Belum lagi terhentinya berbagai pekerjaan, pembangunan dan infrastruktur yang digagas oleh Jokowi serta menjadi target pencoretan dari APBN dan terancam terbengkalai. Lagi-lagi DKI Jakarta dapat dijadikan contoh dalam kasus ini, dimana berbagai program yang sudah disusun Ahok, pembangunan rusun untuk kalangan bawah warga Jakarta dicoret dari anggaran.
Akhirnya siapa yang jadi korban? Ya warga Jakarta itu sendiri. Karena uang anggaran yang seharusnya bisa dipergunakan untuk masyarakat banyak, dialihkan untuk hal-hal tak bermanfaat seperti membentuk dan membiayai tim-tim yang tidak jelas hasil kerjanya.
Jadi bila ingin membayangkan apa jadinya Indonesia bila Jokowi kalah, lihat saja Jakarta, namun dengan skala yang jauh lebih besar dan jauh lebih buruk mencakup Sabang sampai Merauke, Miangas hingga Pulau Rote plus ancaman kelompok radikal HTI yang ingin mengganti Pancasila dan UUD 45.
Kerusakannya? Jangan ditanya, bisa berkali-kali lipat dari DKI Jakarta saat ini, apalagi kelompok radikal tersebut berniat mensuriahkan Indonesia. Perpecahan antar masyarakat sudah pasti terjadi.
Keputusan untuk mendukung Jokowi bukan lagi sekedar menginginkan Jokowi menyelesaikan pekerjaannya yang belum selesai, membela Jokowi bukan lagi hanya menginginkan Jokowi membawa Indonesia ke arah yang lebih baik.

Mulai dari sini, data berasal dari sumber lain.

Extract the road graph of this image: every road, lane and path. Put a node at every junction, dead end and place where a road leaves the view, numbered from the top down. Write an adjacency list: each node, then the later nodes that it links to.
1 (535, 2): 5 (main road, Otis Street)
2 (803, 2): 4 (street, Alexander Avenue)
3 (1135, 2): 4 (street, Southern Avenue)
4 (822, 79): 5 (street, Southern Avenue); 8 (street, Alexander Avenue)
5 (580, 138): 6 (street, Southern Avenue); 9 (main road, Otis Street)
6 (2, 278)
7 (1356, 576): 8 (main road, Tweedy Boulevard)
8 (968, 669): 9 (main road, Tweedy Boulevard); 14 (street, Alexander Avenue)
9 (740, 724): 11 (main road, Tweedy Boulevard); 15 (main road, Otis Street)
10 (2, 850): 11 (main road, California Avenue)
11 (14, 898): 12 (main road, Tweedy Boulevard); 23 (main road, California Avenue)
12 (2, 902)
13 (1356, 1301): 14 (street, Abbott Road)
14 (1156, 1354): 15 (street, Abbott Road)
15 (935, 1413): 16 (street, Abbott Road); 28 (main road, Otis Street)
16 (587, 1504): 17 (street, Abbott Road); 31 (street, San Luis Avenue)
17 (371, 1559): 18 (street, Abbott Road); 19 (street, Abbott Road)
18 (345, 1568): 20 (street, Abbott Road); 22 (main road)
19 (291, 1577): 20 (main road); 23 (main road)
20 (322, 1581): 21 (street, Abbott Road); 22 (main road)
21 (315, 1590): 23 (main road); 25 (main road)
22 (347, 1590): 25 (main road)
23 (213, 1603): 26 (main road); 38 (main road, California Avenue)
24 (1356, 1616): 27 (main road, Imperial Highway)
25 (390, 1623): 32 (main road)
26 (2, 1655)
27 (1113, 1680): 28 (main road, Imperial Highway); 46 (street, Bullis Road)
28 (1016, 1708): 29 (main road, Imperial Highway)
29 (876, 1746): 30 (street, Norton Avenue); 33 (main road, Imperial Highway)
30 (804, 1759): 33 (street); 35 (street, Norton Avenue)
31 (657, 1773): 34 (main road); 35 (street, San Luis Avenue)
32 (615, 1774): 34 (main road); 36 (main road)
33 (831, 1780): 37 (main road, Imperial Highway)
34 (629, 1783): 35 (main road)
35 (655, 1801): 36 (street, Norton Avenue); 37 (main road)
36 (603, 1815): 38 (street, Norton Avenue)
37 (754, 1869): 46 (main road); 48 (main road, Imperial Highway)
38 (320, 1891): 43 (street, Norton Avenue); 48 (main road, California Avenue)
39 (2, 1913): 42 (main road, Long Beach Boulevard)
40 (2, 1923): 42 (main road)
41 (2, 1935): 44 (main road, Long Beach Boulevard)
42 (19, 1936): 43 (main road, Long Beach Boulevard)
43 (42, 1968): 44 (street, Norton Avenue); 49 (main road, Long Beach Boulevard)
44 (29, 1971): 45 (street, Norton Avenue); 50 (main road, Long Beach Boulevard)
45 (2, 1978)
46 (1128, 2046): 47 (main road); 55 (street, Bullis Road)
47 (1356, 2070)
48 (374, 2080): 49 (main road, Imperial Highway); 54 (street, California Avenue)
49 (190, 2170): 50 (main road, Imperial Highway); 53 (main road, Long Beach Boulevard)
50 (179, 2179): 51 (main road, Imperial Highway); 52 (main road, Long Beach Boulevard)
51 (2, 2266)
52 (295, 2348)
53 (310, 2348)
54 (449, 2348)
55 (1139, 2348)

Memilih Jokowi karena hanya dirinya putra terbaik bangsa yang kita miliki saat ini, memperjuangkan Jokowi berarti menghindari negara kita jatuh dalam perpecahan dan kehancuran akibat ulah politikus busuk yang ditunggangi oleh kaum radikal brengsek bertopengkan agama semacam HTI.